It's been nearly five years since Margaret Anne Newsome lost the little girl she called her little ray of sunshine.
"People just can't imagine what it's like to tell your child you can't help them, " said Newsome.
Pictures help remind her of her daughter Victoria Newsome before she got cancer.
Victoria was diagnosed with Medulloblastoma at the age of six and less than two years later she died.
Newsome said it was one of the hardest things she endured.
"There's no treatment for that, When they told me she had a brain tumor, I was like take it out, but it doesn't work that way," said Newsome.
But Victoria's death has been an inspiration to Newsome and Melanie Pitts, who's child also died from cancer.
The two along with another mother, Holly Hutchinson, are taking on the challenge of raising both funds and awareness about the Pediatric Cancer Research.

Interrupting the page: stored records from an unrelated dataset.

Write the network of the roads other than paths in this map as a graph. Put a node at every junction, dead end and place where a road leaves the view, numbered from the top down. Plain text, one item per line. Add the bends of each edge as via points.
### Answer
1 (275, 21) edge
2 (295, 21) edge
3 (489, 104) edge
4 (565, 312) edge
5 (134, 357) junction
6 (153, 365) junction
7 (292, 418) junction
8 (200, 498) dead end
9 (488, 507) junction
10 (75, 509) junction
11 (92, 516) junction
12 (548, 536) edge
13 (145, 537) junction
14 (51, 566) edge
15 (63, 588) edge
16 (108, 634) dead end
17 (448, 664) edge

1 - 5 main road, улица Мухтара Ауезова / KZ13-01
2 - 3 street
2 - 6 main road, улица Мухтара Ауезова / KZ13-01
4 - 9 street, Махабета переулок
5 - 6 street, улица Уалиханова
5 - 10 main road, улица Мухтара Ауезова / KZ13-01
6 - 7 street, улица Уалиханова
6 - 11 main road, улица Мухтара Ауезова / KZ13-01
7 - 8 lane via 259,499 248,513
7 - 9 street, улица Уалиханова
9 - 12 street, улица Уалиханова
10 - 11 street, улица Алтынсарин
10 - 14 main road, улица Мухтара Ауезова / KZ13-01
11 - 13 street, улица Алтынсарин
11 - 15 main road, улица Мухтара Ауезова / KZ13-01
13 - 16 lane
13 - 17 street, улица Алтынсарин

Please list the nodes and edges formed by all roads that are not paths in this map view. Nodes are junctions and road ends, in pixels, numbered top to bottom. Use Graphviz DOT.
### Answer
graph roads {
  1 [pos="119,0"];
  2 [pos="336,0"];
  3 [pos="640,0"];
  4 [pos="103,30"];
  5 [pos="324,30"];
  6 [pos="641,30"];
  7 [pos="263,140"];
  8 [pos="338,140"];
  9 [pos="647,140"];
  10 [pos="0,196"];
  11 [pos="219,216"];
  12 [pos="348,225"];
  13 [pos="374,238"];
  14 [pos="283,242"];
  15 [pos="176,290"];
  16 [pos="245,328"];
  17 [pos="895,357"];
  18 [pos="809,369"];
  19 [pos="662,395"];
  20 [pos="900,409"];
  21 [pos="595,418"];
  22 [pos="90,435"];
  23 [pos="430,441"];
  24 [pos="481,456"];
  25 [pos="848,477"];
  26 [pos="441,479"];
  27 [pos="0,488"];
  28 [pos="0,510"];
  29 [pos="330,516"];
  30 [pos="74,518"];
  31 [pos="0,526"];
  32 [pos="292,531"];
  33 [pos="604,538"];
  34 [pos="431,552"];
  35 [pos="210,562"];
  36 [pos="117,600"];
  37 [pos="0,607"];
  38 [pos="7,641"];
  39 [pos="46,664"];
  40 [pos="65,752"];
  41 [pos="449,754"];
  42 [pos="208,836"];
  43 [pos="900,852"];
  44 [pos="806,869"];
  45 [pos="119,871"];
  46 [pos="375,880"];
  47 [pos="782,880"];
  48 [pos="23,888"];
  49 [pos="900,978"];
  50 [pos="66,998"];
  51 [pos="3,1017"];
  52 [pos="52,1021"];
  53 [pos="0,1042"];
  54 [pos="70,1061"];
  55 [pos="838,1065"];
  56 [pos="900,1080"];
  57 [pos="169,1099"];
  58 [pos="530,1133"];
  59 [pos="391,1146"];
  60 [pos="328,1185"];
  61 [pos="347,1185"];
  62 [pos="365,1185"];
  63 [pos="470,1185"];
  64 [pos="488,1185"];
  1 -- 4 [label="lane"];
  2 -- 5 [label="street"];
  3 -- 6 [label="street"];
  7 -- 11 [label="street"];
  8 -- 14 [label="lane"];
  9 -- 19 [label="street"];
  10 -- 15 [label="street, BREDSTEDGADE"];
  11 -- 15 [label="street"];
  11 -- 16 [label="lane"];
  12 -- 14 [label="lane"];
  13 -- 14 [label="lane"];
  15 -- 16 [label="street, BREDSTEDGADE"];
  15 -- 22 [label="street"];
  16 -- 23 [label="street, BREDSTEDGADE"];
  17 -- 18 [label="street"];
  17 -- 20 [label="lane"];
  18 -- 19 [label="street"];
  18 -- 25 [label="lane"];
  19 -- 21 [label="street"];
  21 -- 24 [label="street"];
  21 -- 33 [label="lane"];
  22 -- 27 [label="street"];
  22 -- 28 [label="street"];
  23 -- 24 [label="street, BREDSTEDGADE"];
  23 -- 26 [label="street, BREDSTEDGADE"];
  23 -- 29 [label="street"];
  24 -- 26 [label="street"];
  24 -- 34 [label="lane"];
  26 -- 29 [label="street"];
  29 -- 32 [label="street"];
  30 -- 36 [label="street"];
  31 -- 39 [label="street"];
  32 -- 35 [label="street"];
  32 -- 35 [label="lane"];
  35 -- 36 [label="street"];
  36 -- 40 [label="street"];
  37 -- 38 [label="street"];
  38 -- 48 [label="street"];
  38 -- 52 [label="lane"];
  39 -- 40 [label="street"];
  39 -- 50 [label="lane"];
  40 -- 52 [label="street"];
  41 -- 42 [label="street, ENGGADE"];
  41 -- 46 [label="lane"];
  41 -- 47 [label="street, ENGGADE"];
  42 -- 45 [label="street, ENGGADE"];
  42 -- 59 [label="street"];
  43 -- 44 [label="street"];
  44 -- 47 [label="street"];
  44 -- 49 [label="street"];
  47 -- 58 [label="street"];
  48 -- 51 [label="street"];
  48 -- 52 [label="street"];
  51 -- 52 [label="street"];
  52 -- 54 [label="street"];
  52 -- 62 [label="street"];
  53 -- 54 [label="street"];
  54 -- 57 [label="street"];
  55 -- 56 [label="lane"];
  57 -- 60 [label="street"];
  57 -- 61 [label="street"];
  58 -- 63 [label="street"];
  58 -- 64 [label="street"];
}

They're looking to paint the city gold by making and selling gold bows, which represent the fight against pediatric cancer.
Pitts said she hopes through this she can put an end to many unanswered questions.
"If we had more answers, it we had more treatments our children wouldn't have to die from this disease," said Pitts.
Margaret Anne said the challenges parents of children with cancer face is there aren't any pediatric centers here in our area.
They either have to go to Atlanta, Macon or head south to Gainesville.
And that's something she said is a hard enough task of it's own.
"When we have a child that presents, that we end up diagnosing ourselves of course there's an immediate referral outside the area which makes the whole issue with transportation and logistics very difficult for parents,"said Doctor Eric Shucks.
On Saturday, the women will be out at Astro Exterminating on 1708 Gornto Road from 10am-2pm selling the gold bows for five dollars.
The money raised there will go to CureSearch, a national childhood cancer foundation dedicated to pediatric cancer research.